Cancer Society support services
Your local Cancer Society provides confidential support and information. Call your local Cancer Society and speak to support services staff or phone the Cancer Information Helpline 0800 CANCER (226 237). Your local Cancer Society offers a range of services for people with cancer and their families. These might include:
- volunteer drivers providing transport to treatment
- accommodation while you’re having treatment
- support and information.
The range of services offered differs in each region, so contact your local centre to find out what is available in your area.
Cancer Society accommodation
“It’s like a home away from home. We do all our own cooking and washing. You still have to look after those things yourself. It’s not like hospital. It’s really good to meet people, talk about it, but you’ve got your own room and your own time.” Melinda
Cancer support groups
Cancer support groups offer support and information to people with cancer and their families. It can help to talk with others who have gone through the same experience. Support groups can also offer many practical suggestions and ways of coping. Ask your hospital or local Cancer Society for information on support groups in your area.
Nursing care is available at home through district or community nursing services. Your doctor or hospital can arrange this.
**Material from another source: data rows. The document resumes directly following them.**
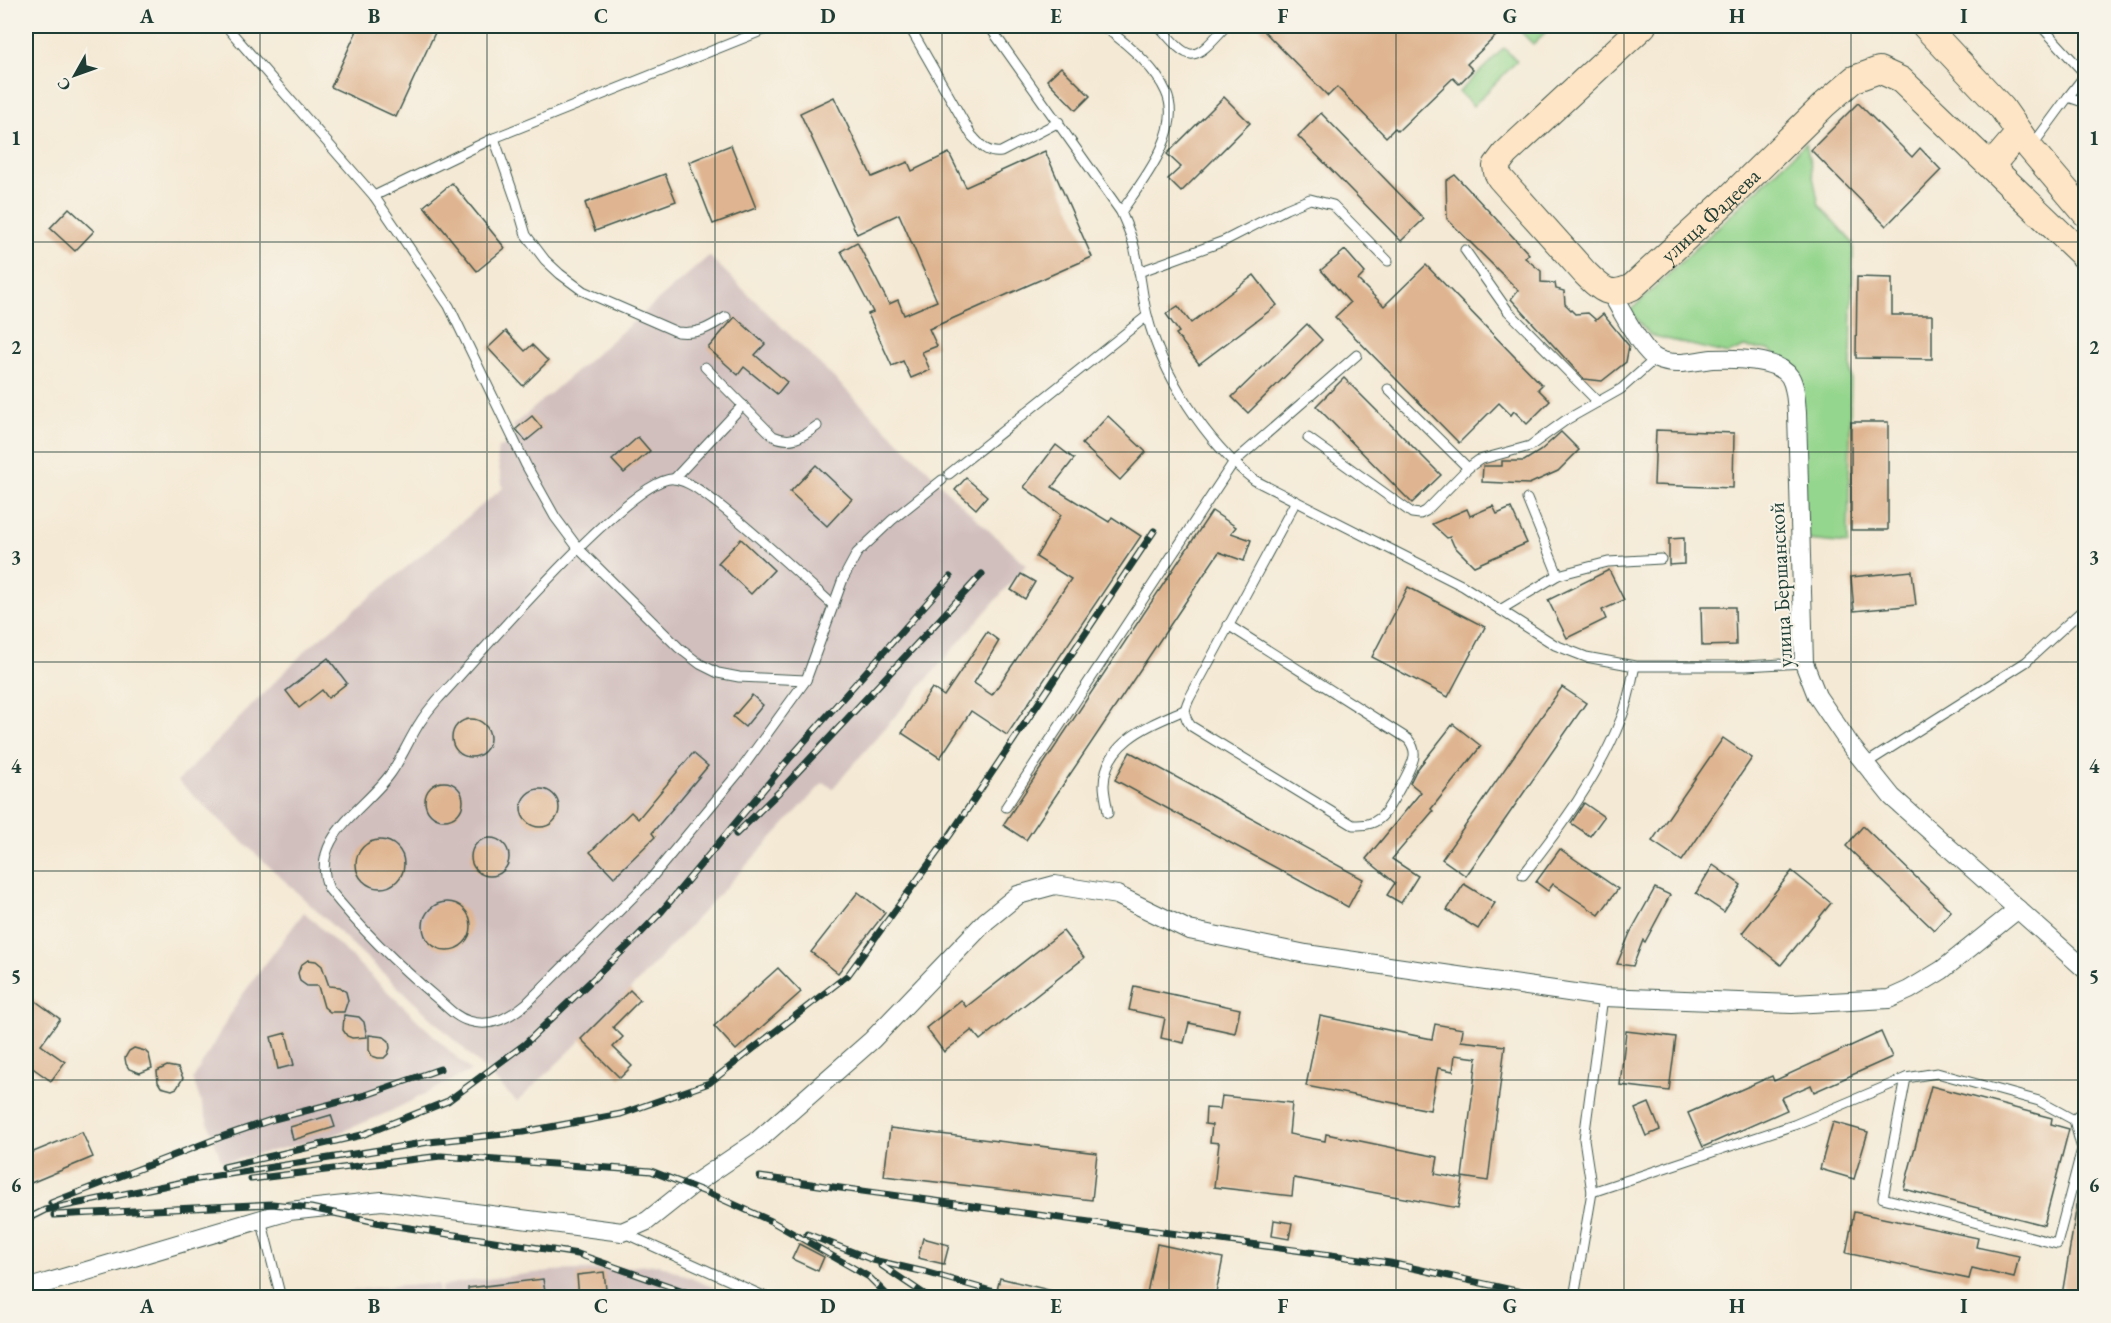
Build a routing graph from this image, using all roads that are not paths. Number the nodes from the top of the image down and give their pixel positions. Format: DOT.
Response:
graph roads {
  1 [pos="226,26"];
  2 [pos="774,26"];
  3 [pos="909,26"];
  4 [pos="989,26"];
  5 [pos="1103,26"];
  6 [pos="1159,26"];
  7 [pos="1226,26"];
  8 [pos="1643,26"];
  9 [pos="1925,26"];
  10 [pos="2041,26"];
  11 [pos="2085,74"];
  12 [pos="2068,97"];
  13 [pos="2085,104"];
  14 [pos="1059,122"];
  15 [pos="494,138"];
  16 [pos="2025,140"];
  17 [pos="1990,166"];
  18 [pos="374,196"];
  19 [pos="1121,212"];
  20 [pos="2085,214"];
  21 [pos="1465,250"];
  22 [pos="2085,258"];
  23 [pos="1388,261"];
  24 [pos="1139,272"];
  25 [pos="1610,292"];
  26 [pos="1147,316"];
  27 [pos="726,317"];
  28 [pos="1357,356"];
  29 [pos="1655,359"];
  30 [pos="705,367"];
  31 [pos="1388,389"];
  32 [pos="1598,402"];
  33 [pos="743,405"];
  34 [pos="817,426"];
  35 [pos="1308,438"];
  36 [pos="1233,463"];
  37 [pos="1468,468"];
  38 [pos="674,479"];
  39 [pos="1527,499"];
  40 [pos="1296,501"];
  41 [pos="578,548"];
  42 [pos="1661,559"];
  43 [pos="1558,575"];
  44 [pos="834,606"];
  45 [pos="2085,608"];
  46 [pos="1500,610"];
  47 [pos="1228,625"];
  48 [pos="1803,663"];
  49 [pos="1635,666"];
  50 [pos="806,680"];
  51 [pos="1184,710"];
  52 [pos="1865,764"];
  53 [pos="1006,807"];
  54 [pos="1108,813"];
  55 [pos="1523,875"];
  56 [pos="2018,909"];
  57 [pos="2085,970"];
  58 [pos="1603,997"];
  59 [pos="1906,1078"];
  60 [pos="2085,1108"];
  61 [pos="2074,1120"];
  62 [pos="1592,1192"];
  63 [pos="261,1219"];
  64 [pos="622,1232"];
  65 [pos="26,1289"];
  66 [pos="281,1298"];
  67 [pos="768,1298"];
  68 [pos="1574,1298"];
  1 -- 18 [label="lane"];
  2 -- 15 [label="lane"];
  3 -- 14 [label="lane"];
  4 -- 14 [label="lane"];
  5 -- 19 [label="lane"];
  6 -- 7 [label="lane"];
  8 -- 25 [label="main road"];
  9 -- 16 [label="main road"];
  10 -- 11 [label="lane"];
  11 -- 12 [label="lane"];
  12 -- 13 [label="lane"];
  12 -- 16 [label="lane"];
  14 -- 19 [label="lane"];
  15 -- 18 [label="lane"];
  15 -- 27 [label="lane"];
  16 -- 17 [label="main road"];
  16 -- 20 [label="main road"];
  17 -- 22 [label="main road, улица Фадеева"];
  17 -- 25 [label="main road, улица Фадеева"];
  18 -- 41 [label="lane"];
  19 -- 24 [label="lane"];
  21 -- 32 [label="lane"];
  23 -- 24 [label="lane"];
  24 -- 26 [label="lane"];
  25 -- 29 [label="street"];
  26 -- 36 [label="lane"];
  26 -- 44 [label="lane"];
  28 -- 36 [label="lane"];
  29 -- 32 [label="lane"];
  29 -- 48 [label="street, улица Бершанской"];
  30 -- 33 [label="lane"];
  31 -- 37 [label="lane"];
  32 -- 37 [label="lane"];
  33 -- 34 [label="lane"];
  33 -- 38 [label="lane"];
  35 -- 37 [label="lane"];
  36 -- 40 [label="lane"];
  36 -- 53 [label="lane"];
  38 -- 41 [label="lane"];
  38 -- 44 [label="lane"];
  39 -- 43 [label="lane"];
  40 -- 46 [label="lane"];
  40 -- 47 [label="lane"];
  41 -- 50 [label="lane"];
  41 -- 50 [label="lane"];
  42 -- 43 [label="lane"];
  43 -- 46 [label="lane"];
  44 -- 50 [label="lane"];
  45 -- 52 [label="lane"];
  46 -- 49 [label="lane"];
  47 -- 51 [label="lane"];
  47 -- 51 [label="lane"];
  48 -- 49 [label="lane"];
  48 -- 52 [label="street, улица Бершанской"];
  49 -- 55 [label="lane"];
  51 -- 54 [label="lane"];
  52 -- 56 [label="street, улица Бершанской"];
  56 -- 57 [label="street, улица Бершанской"];
  56 -- 58 [label="street"];
  58 -- 62 [label="lane"];
  58 -- 64 [label="street"];
  59 -- 61 [label="lane"];
  59 -- 61 [label="lane"];
  59 -- 62 [label="lane"];
  60 -- 61 [label="lane"];
  62 -- 68 [label="lane"];
  63 -- 64 [label="street"];
  63 -- 65 [label="street"];
  63 -- 66 [label="lane"];
  64 -- 67 [label="lane"];
}
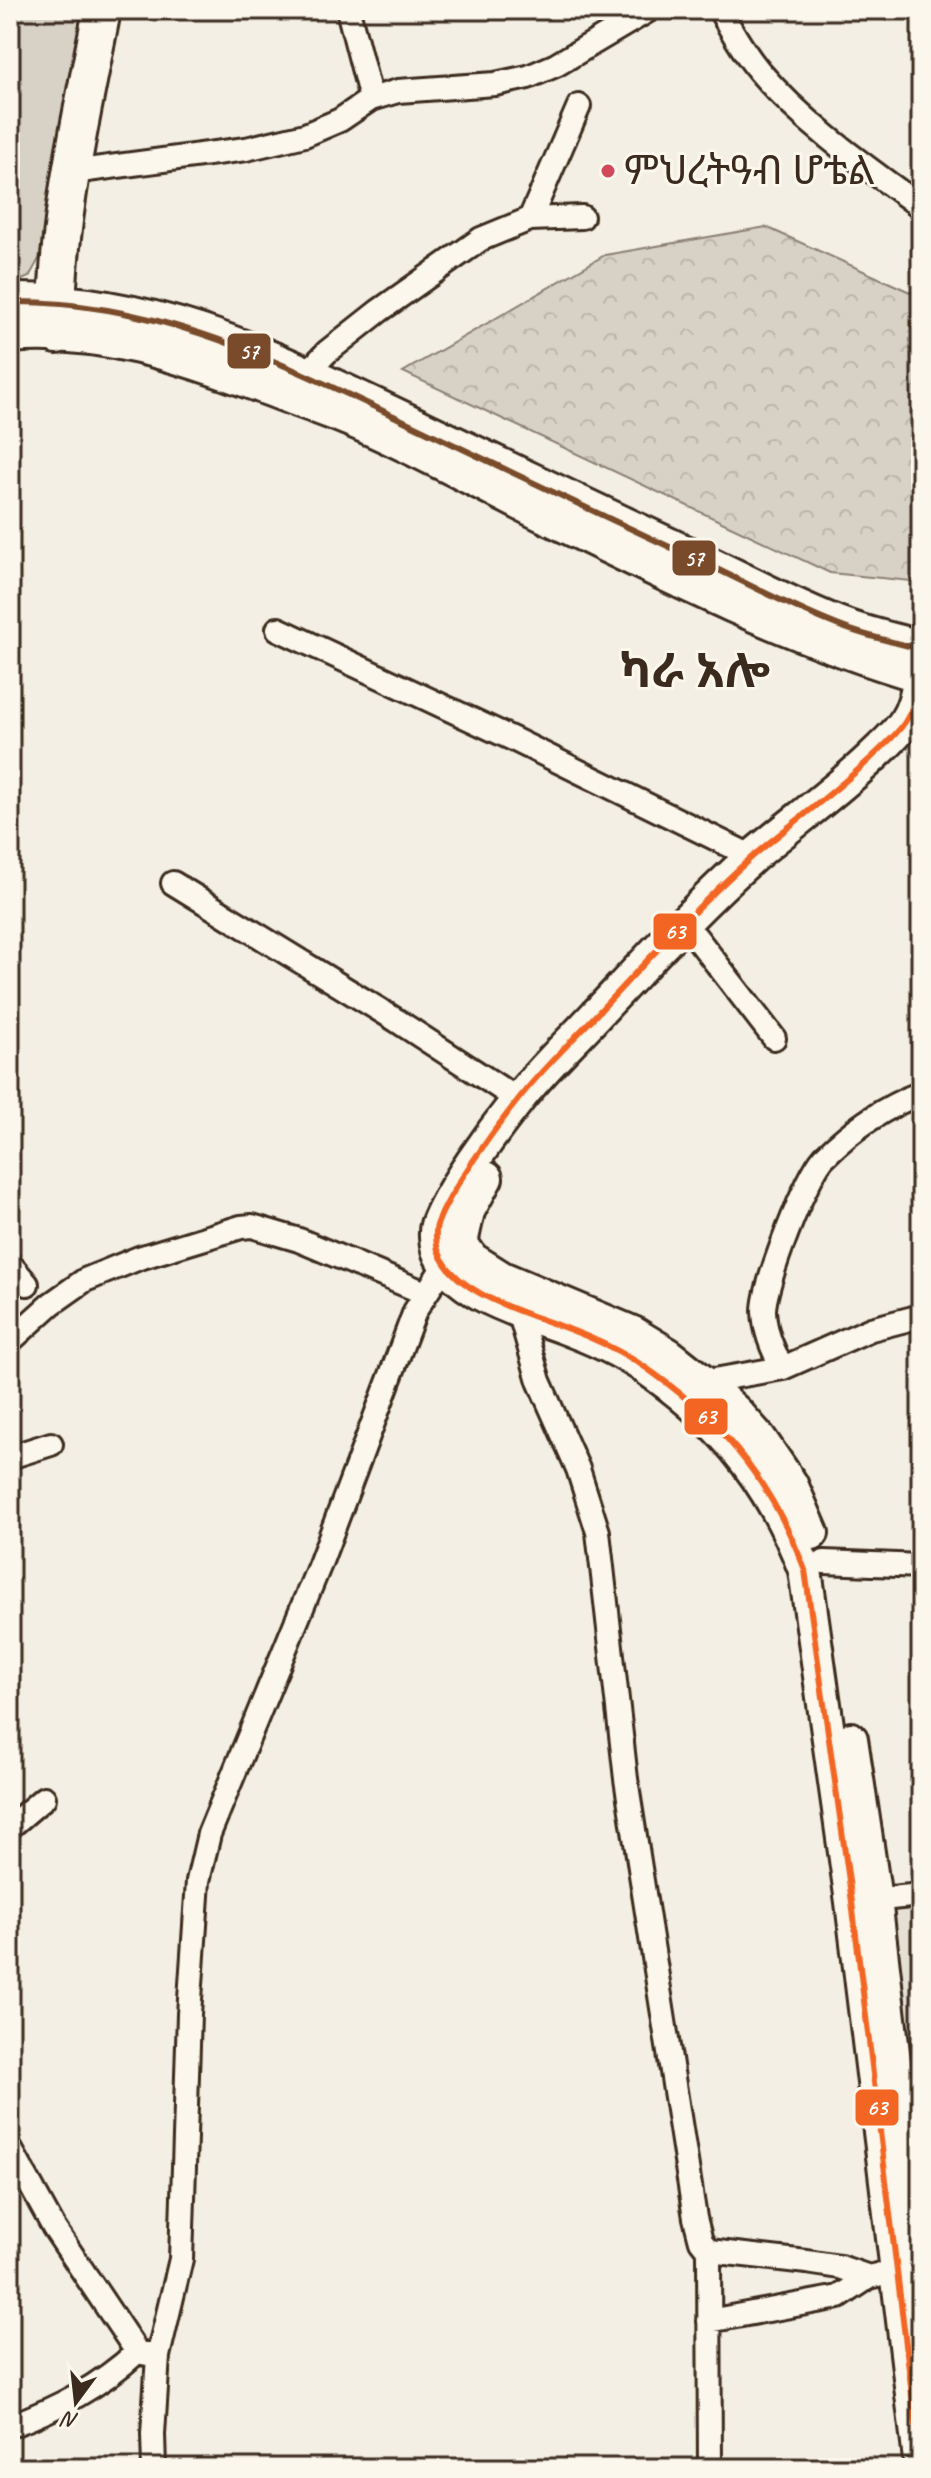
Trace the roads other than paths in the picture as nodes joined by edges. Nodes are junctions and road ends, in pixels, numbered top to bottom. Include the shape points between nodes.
1 (102, 10) edge
2 (348, 10) edge
3 (649, 10) edge
4 (720, 10) edge
5 (371, 99) junction
6 (579, 106) dead end
7 (72, 172) junction
8 (921, 207) edge
9 (582, 217) dead end
10 (530, 219) junction
11 (10, 302) edge
12 (56, 318) junction
13 (10, 336) edge
14 (306, 374) junction
15 (278, 629) dead end
16 (921, 649) edge
17 (921, 675) edge
18 (921, 731) edge
19 (753, 857) junction
20 (173, 883) dead end
21 (696, 937) junction
22 (774, 1038) dead end
23 (921, 1093) edge
24 (517, 1099) junction
25 (453, 1253) junction
26 (10, 1264) edge
27 (27, 1284) dead end
28 (425, 1293) junction
29 (519, 1311) junction
30 (921, 1316) edge
31 (10, 1341) edge
32 (783, 1368) junction
33 (703, 1382) junction
34 (51, 1444) dead end
35 (10, 1457) edge
36 (824, 1562) junction
37 (921, 1566) edge
38 (44, 1798) dead end
39 (10, 1827) edge
40 (921, 1895) edge
41 (864, 1901) junction
42 (10, 2148) edge
43 (709, 2251) junction
44 (901, 2276) edge
45 (709, 2321) junction
46 (148, 2354) junction
47 (10, 2426) edge
48 (154, 2468) edge
49 (710, 2468) edge
50 (921, 2468) edge

1 - 7 main road
2 - 5 street
3 - 5 street via 528,77 398,91
4 - 8 street via 738,42 787,101
5 - 7 street via 305,135 246,149
6 - 10 street
7 - 12 main road
9 - 10 street
10 - 14 street via 481,239 433,272 327,352
11 - 12 main road
12 - 13 main road
12 - 14 main road via 101,307 202,333
12 - 17 main road via 215,369 349,420 788,631
14 - 16 main road via 844,628
15 - 19 street
17 - 19 main road via 905,722 886,744
18 - 21 main road via 904,753
19 - 24 main road via 679,925
20 - 24 street
21 - 22 street
21 - 25 main road via 534,1109 468,1211
23 - 32 street via 846,1137 822,1160 806,1186 764,1307 773,1351
24 - 25 main road via 436,1228 437,1248
25 - 28 street
25 - 29 main road via 459,1278
25 - 33 main road via 633,1333
26 - 27 street
28 - 31 street via 299,1240 241,1227 85,1280
28 - 46 street via 209,1834 198,1881 189,2014 181,2259
29 - 41 main road via 574,1331 655,1374 741,1454 789,1528 805,1570
29 - 43 street via 539,1381 578,1469 598,1532 630,1810 695,2218
30 - 32 street via 871,1329
32 - 33 street
33 - 36 main road via 760,1439 791,1484
34 - 35 street
36 - 37 street
36 - 41 main road
38 - 39 street
40 - 41 street
41 - 44 main road
42 - 46 street via 54,2228
43 - 44 street
43 - 45 street
44 - 45 street via 839,2297
44 - 50 main road
45 - 49 street
46 - 47 street via 90,2390
46 - 48 street

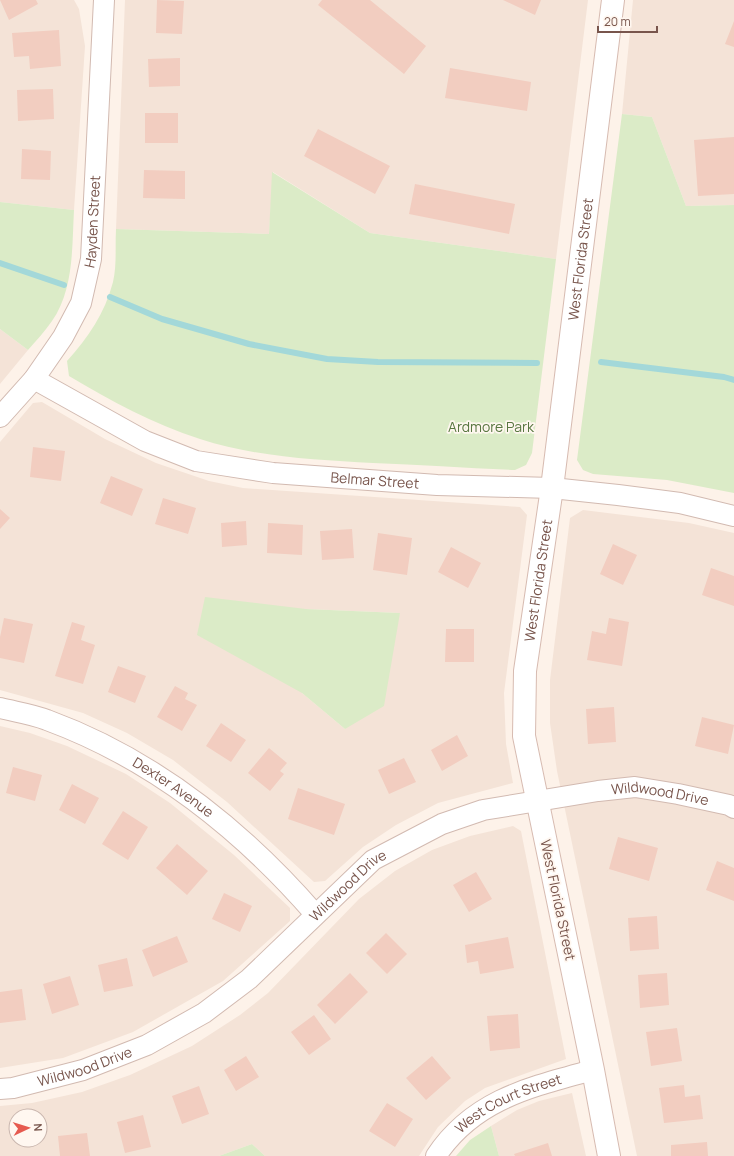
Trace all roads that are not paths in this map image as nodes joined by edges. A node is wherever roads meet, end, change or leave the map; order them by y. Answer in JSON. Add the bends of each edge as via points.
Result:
{"nodes":[{"id":1,"x":104,"y":0,"type":"edge"},
{"id":2,"x":613,"y":0,"type":"edge"},
{"id":3,"x":34,"y":379,"type":"junction"},
{"id":4,"x":0,"y":417,"type":"edge"},
{"id":5,"x":552,"y":488,"type":"junction"},
{"id":6,"x":734,"y":516,"type":"edge"},
{"id":7,"x":0,"y":708,"type":"edge"},
{"id":8,"x":537,"y":800,"type":"junction"},
{"id":9,"x":734,"y":808,"type":"edge"},
{"id":10,"x":315,"y":914,"type":"junction"},
{"id":11,"x":593,"y":1070,"type":"junction"},
{"id":12,"x":0,"y":1089,"type":"edge"},
{"id":13,"x":436,"y":1156,"type":"edge"},
{"id":14,"x":609,"y":1156,"type":"edge"}],
"edges":[{"from":1,"to":3,"type":"street","name":"Hayden Street","via":[[91,259],[81,303],[63,337]]},
{"from":2,"to":5,"type":"street","name":"West Florida Street"},
{"from":3,"to":4,"type":"street","name":"Hayden Street"},
{"from":3,"to":5,"type":"street","name":"Belmar Street","via":[[145,440],[196,461],[273,473],[437,485]]},
{"from":5,"to":6,"type":"street","name":"Belmar Street","via":[[680,503]]},
{"from":5,"to":8,"type":"street","name":"West Florida Street","via":[[525,671],[524,736]]},
{"from":7,"to":10,"type":"street","name":"Dexter Avenue","via":[[46,719],[109,746],[153,770],[247,843]]},
{"from":8,"to":9,"type":"street","name":"Wildwood Drive","via":[[635,787],[678,794]]},
{"from":8,"to":10,"type":"street","name":"Wildwood Drive","via":[[484,810],[442,824],[406,842],[373,860]]},
{"from":8,"to":11,"type":"street","name":"West Florida Street"},
{"from":10,"to":12,"type":"street","name":"Wildwood Drive","via":[[249,980],[204,1013],[147,1045],[83,1070]]},
{"from":11,"to":13,"type":"street","name":"West Court Street","via":[[522,1090],[498,1100],[467,1121]]},
{"from":11,"to":14,"type":"street","name":"West Florida Street"}]}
You might be entitled to help with household tasks during your treatment. For information, contact a social worker or the Community/District Nursing Service.
Palliative care services
Palliative care services may be offered by your local hospital or hospice. These services have particular expertise in dealing with symptoms and can offer emotional support for you and your family.
Help may be available for transport and accommodation costs. Your treatment centre or local Cancer Society can advise you about your entitlements.
Financial help may be available through your local Work and Income office. Work and Income (0800 559 009) has pamphlets and information about financial assistance for people who are unable to work. Short-term financial help is available through the Sickness Benefit and longer-term help is provided through the Invalids Benefit. Extra help may be available, such as accommodation supplements and assistance with medical bills.
New Zealand’s Health and Disability Code states that everyone has the right to access an interpreter during a medical consultation. Family or friends may assist if you and your doctor do not speak the same language, but you can also ask your doctor to provide an interpreter if using family members is inappropriate or not possible. A telephone interpreting service may be available.